Details, always those pesky details: “A federal appeals court has upheld the dismissal of 750 tobacco suits, citing this major problem: The Florida law firm that brought the cases had mistakenly identified 588 dead smokers as still being alive.” [ABA Journal]
Is the American job market becoming less fluid, as a new paper by Steven Davis and John Haltiwanger argues, with less job-switching and fewer vacancies opening up at established employers? And to the extent this is an unwelcome trend, which policies might be contributing to it? [The Economist; some possibly contrary data points from Alex Tabarrok]

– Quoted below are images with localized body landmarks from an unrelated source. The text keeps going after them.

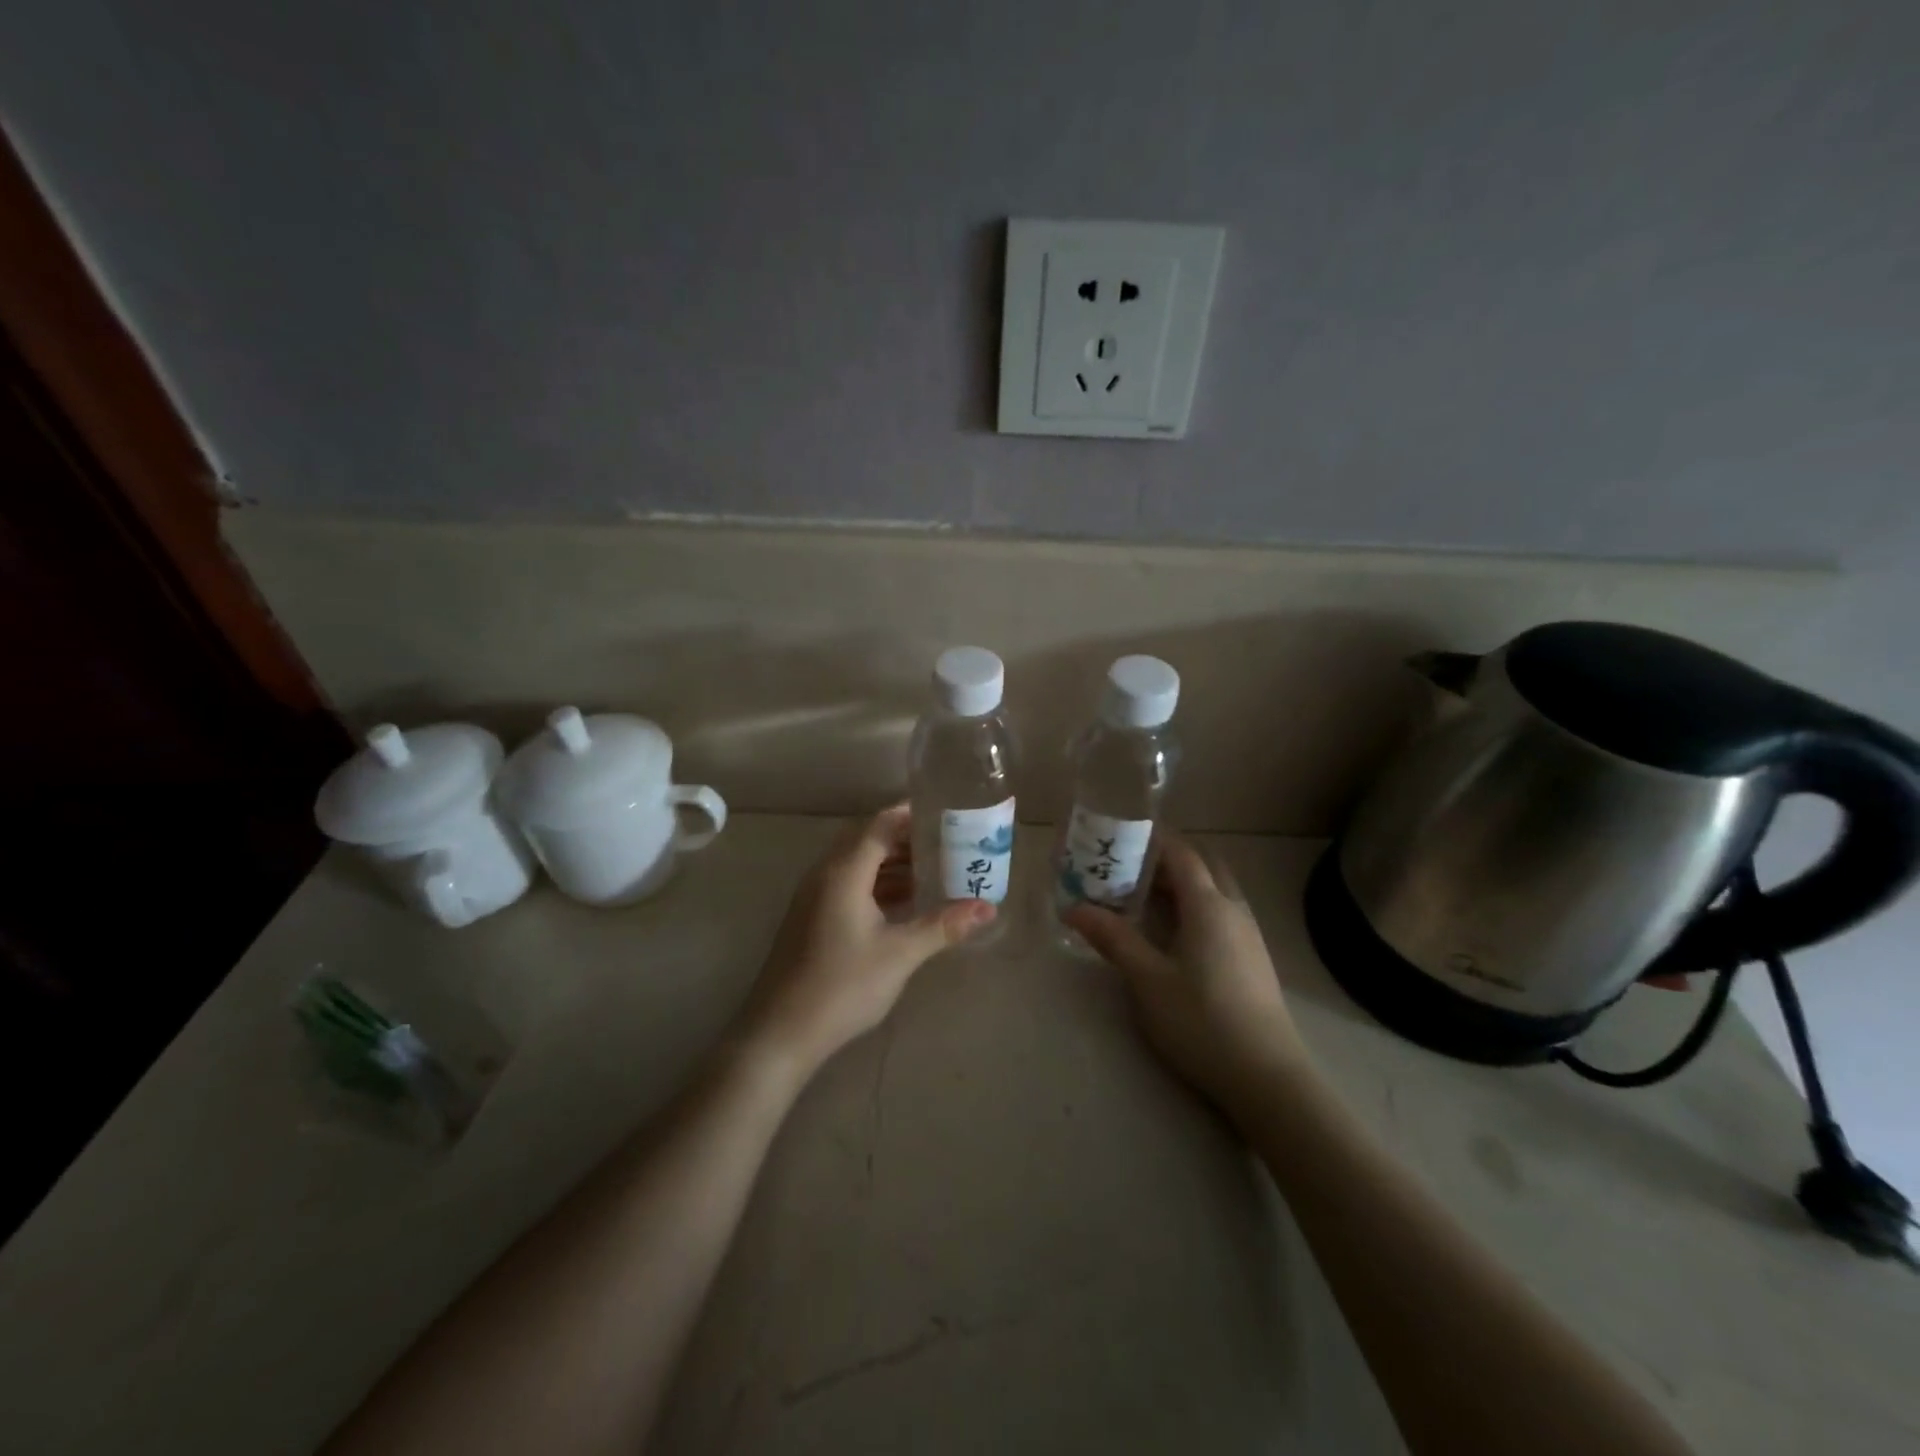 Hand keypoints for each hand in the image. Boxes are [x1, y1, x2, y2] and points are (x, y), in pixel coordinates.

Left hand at [736, 805, 994, 1076]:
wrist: (781, 1032)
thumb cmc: (843, 985)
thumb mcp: (900, 954)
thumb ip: (943, 925)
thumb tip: (988, 908)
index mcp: (844, 872)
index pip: (880, 825)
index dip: (911, 815)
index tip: (945, 814)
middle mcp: (825, 874)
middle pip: (868, 840)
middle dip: (906, 838)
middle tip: (946, 842)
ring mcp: (815, 897)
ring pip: (858, 864)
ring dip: (892, 863)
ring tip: (934, 869)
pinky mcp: (812, 918)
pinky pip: (849, 884)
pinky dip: (877, 884)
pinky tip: (904, 902)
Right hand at [1066, 834, 1308, 1115]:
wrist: (1266, 1077)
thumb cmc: (1201, 1021)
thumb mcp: (1147, 980)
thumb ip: (1112, 938)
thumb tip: (1073, 908)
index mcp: (1208, 905)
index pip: (1181, 853)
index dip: (1152, 840)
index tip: (1119, 837)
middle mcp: (1233, 909)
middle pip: (1203, 865)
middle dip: (1167, 859)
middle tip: (1128, 869)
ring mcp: (1248, 934)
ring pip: (1215, 890)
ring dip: (1183, 884)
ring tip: (1143, 898)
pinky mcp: (1253, 958)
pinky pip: (1222, 912)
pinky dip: (1196, 906)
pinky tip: (1173, 934) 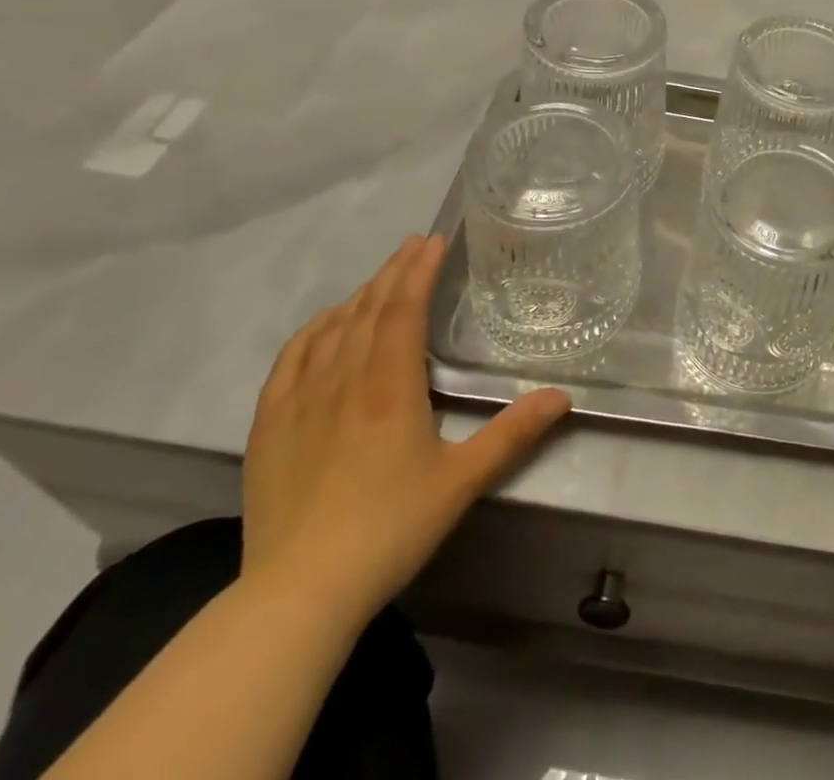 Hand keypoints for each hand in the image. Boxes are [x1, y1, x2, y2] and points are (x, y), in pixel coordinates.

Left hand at [242, 234, 570, 621]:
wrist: (298, 593)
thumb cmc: (389, 529)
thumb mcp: (462, 481)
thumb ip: (514, 433)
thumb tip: (563, 396)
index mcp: (390, 386)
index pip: (403, 310)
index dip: (419, 271)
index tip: (434, 241)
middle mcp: (343, 381)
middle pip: (368, 310)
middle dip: (394, 272)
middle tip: (414, 244)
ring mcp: (300, 402)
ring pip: (331, 330)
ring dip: (358, 296)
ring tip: (380, 279)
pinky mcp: (269, 428)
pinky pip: (290, 361)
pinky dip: (310, 332)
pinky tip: (322, 324) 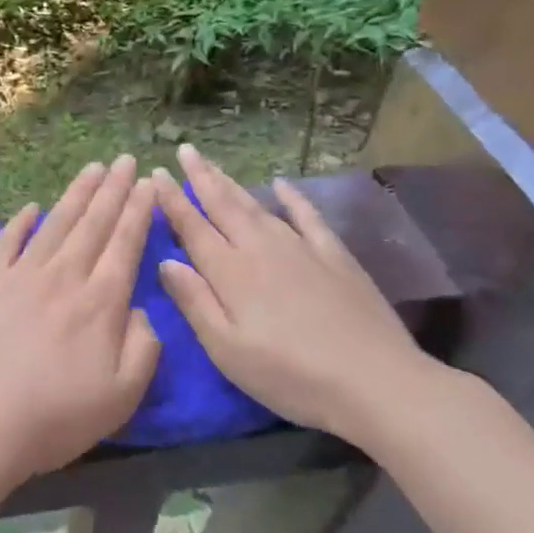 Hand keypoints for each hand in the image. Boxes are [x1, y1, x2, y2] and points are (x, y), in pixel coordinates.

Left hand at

Not clear that anything has been learned from the green-washer fiasco: “Spurred by President Obama’s climate action plan, the Department of Energy is pumping out new standards for refrigerators, dishwashers, air conditioners, ceiling fans, furnaces, boilers, water heaters, lamps and many more appliances…. critics argue the push to regulate household appliances is evidence of a nanny state.” [The Hill]
But then the plot thickened… [Matt Haughey, Medium via Popehat]
The U.S. government has conceded that it can’t actually tell “which refiners and smelters around the world are financially fueling violence in the war-torn Congo region.” However, under a law passed by Congress in a fit of moral self-congratulation, publicly held companies are still going to be subject to stringent penalties for disclosure violations if they screw up on the reporting of these ultimately untraceable connections. Time for repeal [Bainbridge, Emily Chasan/WSJ CFO Journal blog; earlier]
“Raw milk is risky. But that doesn’t mean it should be illegal.” [Joseph Stromberg, Vox]
Disparate impact by way of location? “Four environmental groups announced a federal complaint Thursday alleging that North Carolina’s hog farms discriminate against ethnic minorities because the stench and pollution from the swine operations disproportionately affect African Americans, Latinos and Native Americans who live nearby.” [Raleigh News & Observer]
Mallory Musallam had been a plaintiff in a class-action suit seeking minimum wage and overtime against the talk-show host on behalf of former interns. Now she has apologized and withdrawn her name, saying “lawsuit-hungry attorneys” had approached her at “a weak vulnerable time, facing student debt” and talked her into taking part in an action whose exact nature she didn’t recognize. “I cannot apologize enough for this debacle. I do not believe in getting something for nothing — that’s not how I was raised.” Her “now-former lawyer, Lloyd Ambinder, did not return a call for comment.” [N.Y. Daily News]
Registration is open only until Monday for one of the Cato Institute’s premier annual events, the annual Supreme Court symposium celebrating Constitution Day and the publication of what will be the thirteenth annual Cato Supreme Court Review. The theme of the all-day event is “Past and Prologue,” looking back to the 2013 term and forward to the next, and panelists include Nadine Strossen, Tom Goldstein, Michael Carvin, and Eric Rassbach, as well as familiar Cato names like Roger Pilon, Ilya Shapiro, and Trevor Burrus. The program concludes with the annual B. Kenneth Simon Lecture, this year given by the Hon. Diane Sykes, judge on the Seventh Circuit U.S. Court of Appeals, who will discuss “Judicial Minimalism and Its Limits.” A reception follows. Register here.
This week forty-eight senators are seeking to amend the Bill of Rights so as to give the government more power to control campaign speech. While some advocates pretend that the effect of the amendment would “only” be to overturn the Supreme Court’s decision in Citizens United, it would actually go a good bit farther than that. [Jacob Sullum, Reason; George Will; Trevor Burrus at Forbes ("political stunt," yet "terrifying"); related, David Boaz]
Concur: ACLU. Update: measure fails.